Platonism is not just "numbers exist", as Meta supposes. — Banno

Platonism is "numbers are objects". "Object" implies existing. When you propose that "X" stands for an object, or "2" stands for an object, the existence of that object must be justified. That's what Wittgenstein showed with the private language analogy. One can point to a chair, and say that is the object I'm talking about. But we can't point to a number this way. If I say that there is an object which is a number, this object must be independent from my mind, for its existence to be publicly justifiable, and that is platonism.

Otherwise the beetle in the box analogy applies. I have an object in my mind which I call "2", and you do too. We call them the same name, maybe even describe them in a very similar way, but your object is not the same as mine. therefore we do not have a proper "object" referred to with "2". The only way to justify 2 as an independent object is to assign platonic existence to it.
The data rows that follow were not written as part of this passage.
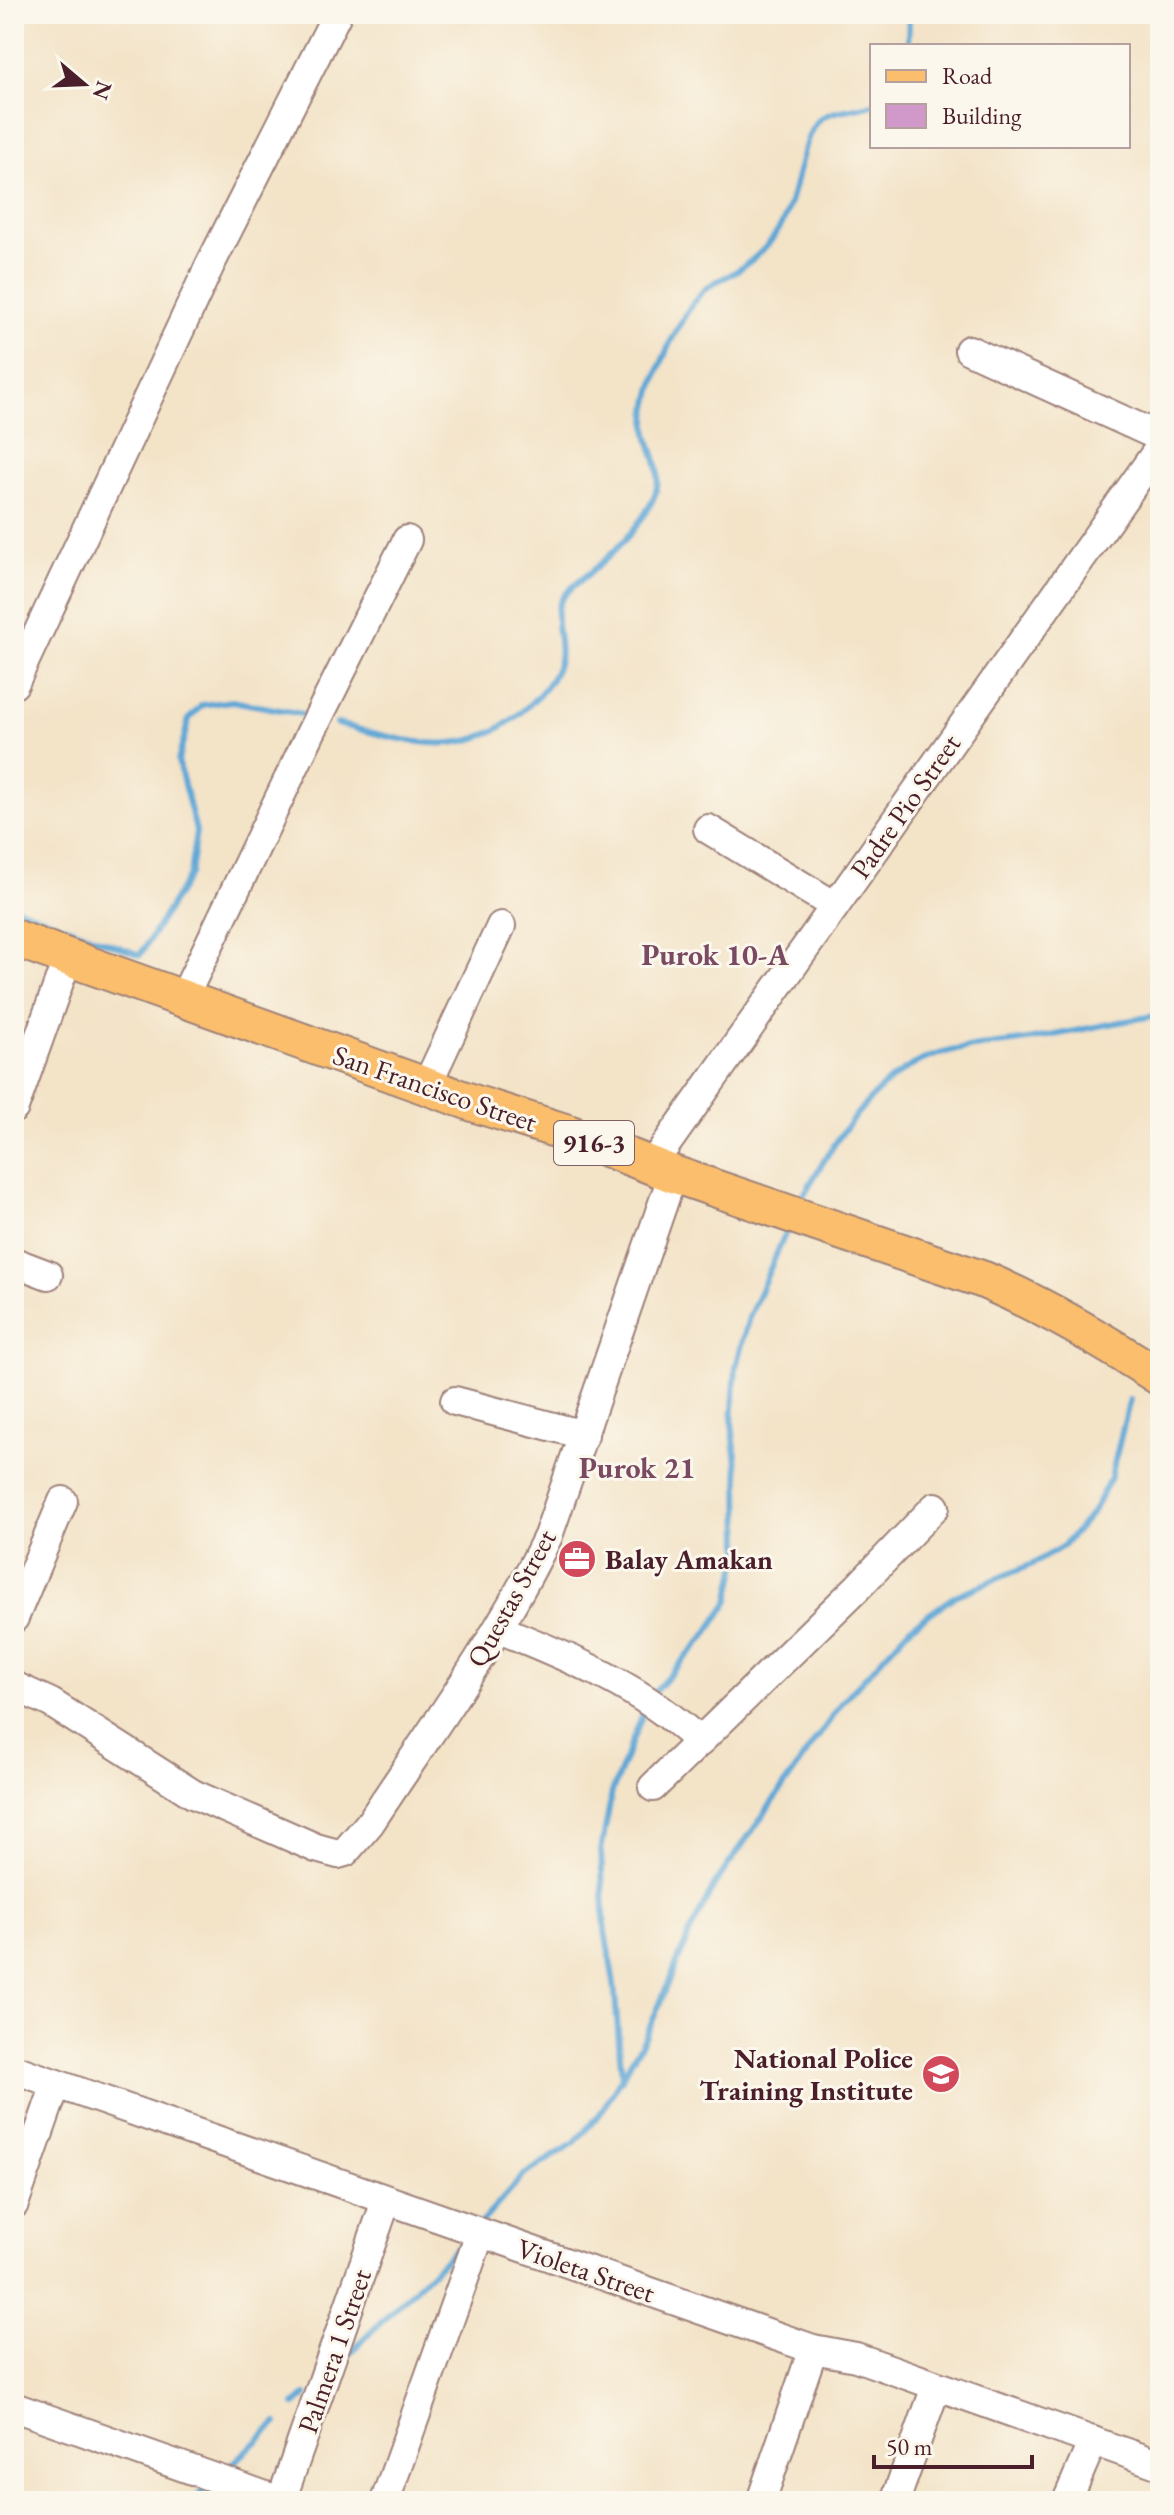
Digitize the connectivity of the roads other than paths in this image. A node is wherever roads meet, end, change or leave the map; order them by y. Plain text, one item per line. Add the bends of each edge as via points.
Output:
1 (337, 14) edge
2 (969, 350) dead end
3 (1160, 437) edge
4 (1160, 447) edge
5 (407, 540) dead end
6 (14, 684) edge
7 (708, 829) dead end
8 (835, 906) junction
9 (501, 926) dead end
10 (14, 938) edge
11 (68, 957) junction
12 (183, 999) junction
13 (427, 1085) junction
14 (14, 1108) edge
15 (662, 1170) junction
16 (14, 1262) edge
17 (48, 1275) dead end
18 (1160, 1377) edge
19 (455, 1401) dead end
20 (584, 1435) junction
21 (63, 1501) dead end
22 (935, 1507) dead end
23 (14, 1618) edge
24 (499, 1629) junction
25 (14, 1686) edge
26 (700, 1742) junction
27 (653, 1787) dead end
28 (14, 2069) edge
29 (56, 2084) junction
30 (386, 2201) junction
31 (14, 2204) edge
32 (480, 2234) junction
33 (813, 2349) junction
34 (936, 2387) junction
35 (14, 2407) edge
36 (1093, 2441) junction
37 (1160, 2465) edge
38 (281, 2501) edge
39 (385, 2501) edge
40 (761, 2501) edge
41 (895, 2501) edge
42 (1067, 2501) edge

1 - 6 street via 210,265
2 - 3 street
4 - 8 street, Padre Pio Street
5 - 12 street
7 - 8 street
8 - 15 street, Padre Pio Street
9 - 13 street
10 - 11 main road, San Francisco Street / 916-3
11 - 12 main road, San Francisco Street / 916-3
11 - 14 street
12 - 13 main road, San Francisco Street / 916-3
13 - 15 main road, San Francisco Street / 916-3
15 - 18 main road, San Francisco Street / 916-3 via 1013,1292
15 - 20 street, Questas Street
16 - 17 street
19 - 20 street
20 - 24 street, Questas Street via 548,1536
21 - 23 street
22 - 26 street
24 - 25 street, Questas Street via 370,1823 338,1854 193,1794 51,1703
24 - 26 street via 609,1677 678,1721
26 - 27 street
28 - 29 street, Violeta Street
29 - 30 street, Violeta Street
29 - 31 street
30 - 32 street, Violeta Street
30 - 38 street, Palmera 1 Street
32 - 33 street, Violeta Street
32 - 39 street
33 - 34 street, Violeta Street via 856,2357
33 - 40 street
34 - 36 street, Violeta Street
34 - 41 street
35 - 38 street
36 - 37 street, Violeta Street
36 - 42 street

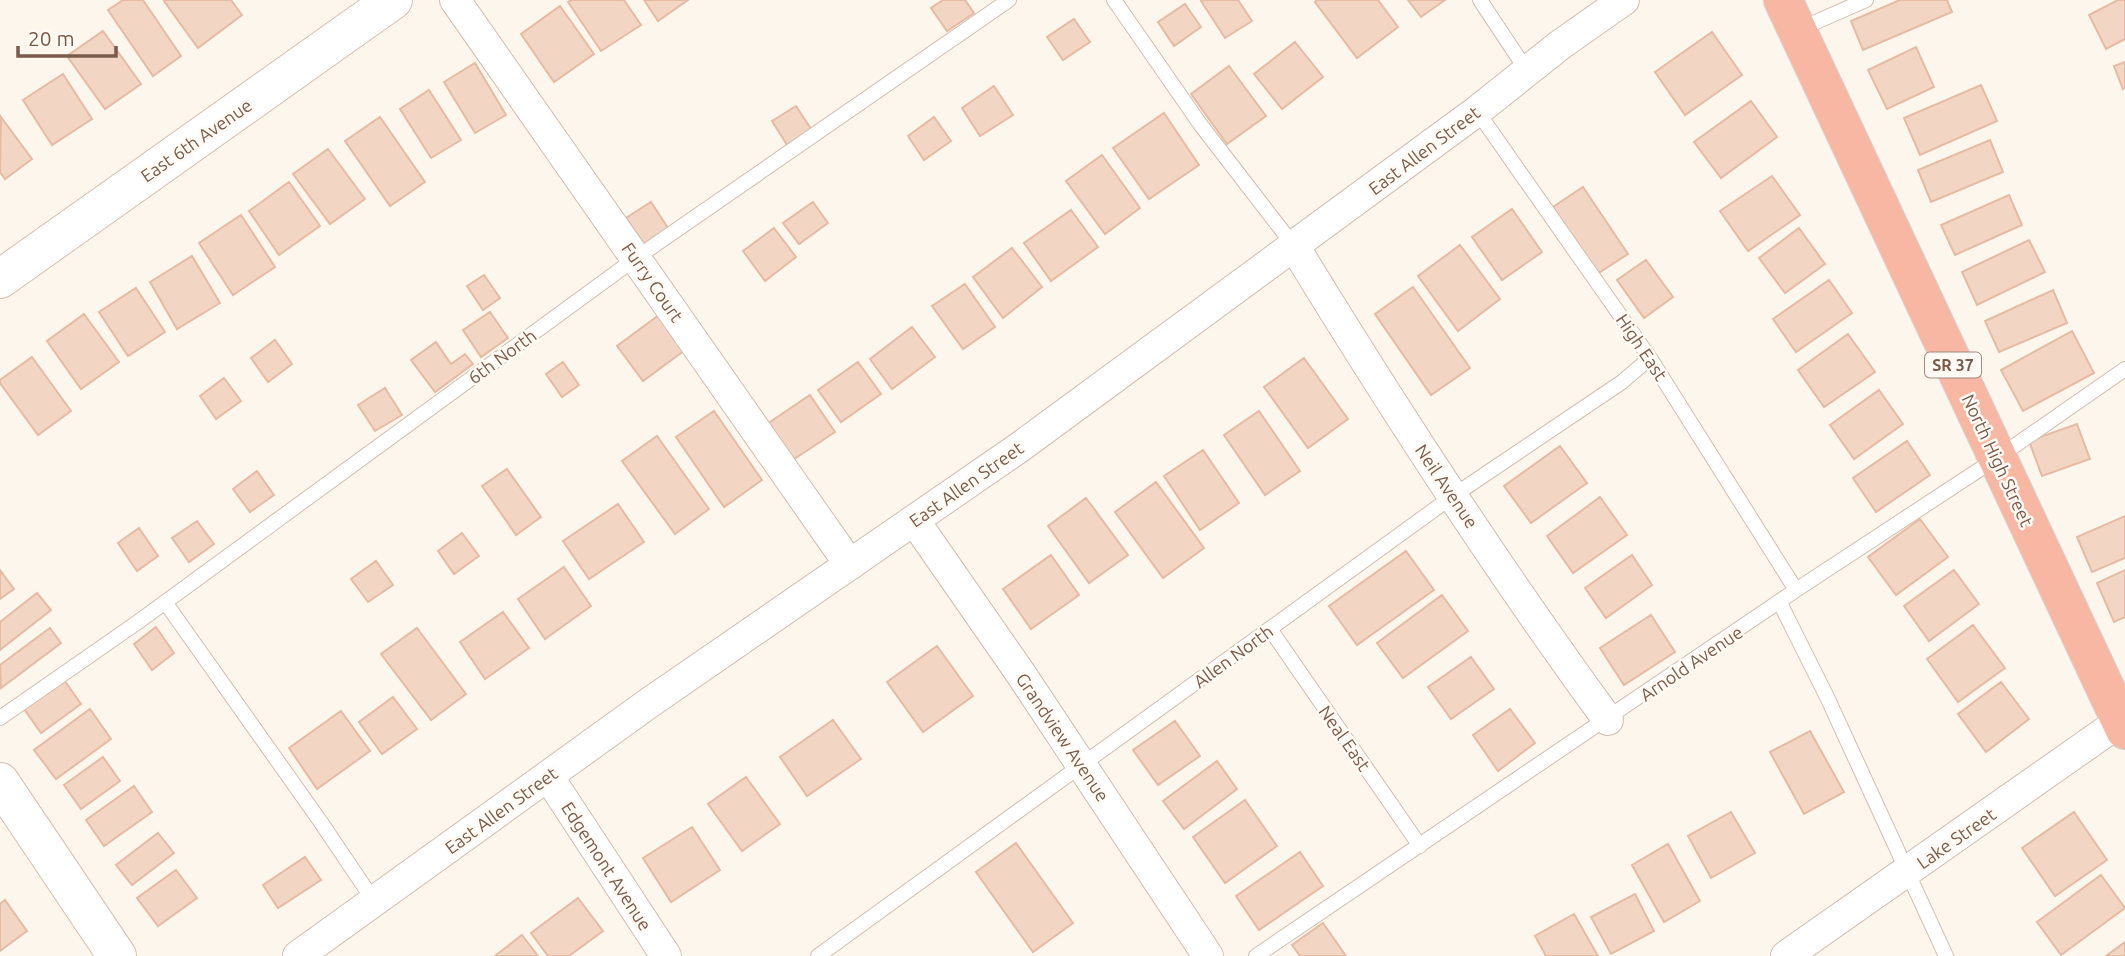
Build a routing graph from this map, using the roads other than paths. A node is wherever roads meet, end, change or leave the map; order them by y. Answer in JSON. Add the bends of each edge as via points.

The response is not to reify the procedure that produces each digit; yet π is a quantified value within mathematics. It figures under quantifiers, enters inequalities, is bounded, approximated, compared, integrated over, etc. None of that is in dispute, and none of it commits us to Platonism. π is quantified intensionally, via its defining rules and inferential role — not extensionally, as a completed set of digits. — Banno

But you do not apply this principle infinite sequences. You do not say that each of these "is not a completed object. It is an instruction for producing digits". You insist on the very opposite, that these are completed objects That requires platonism to justify.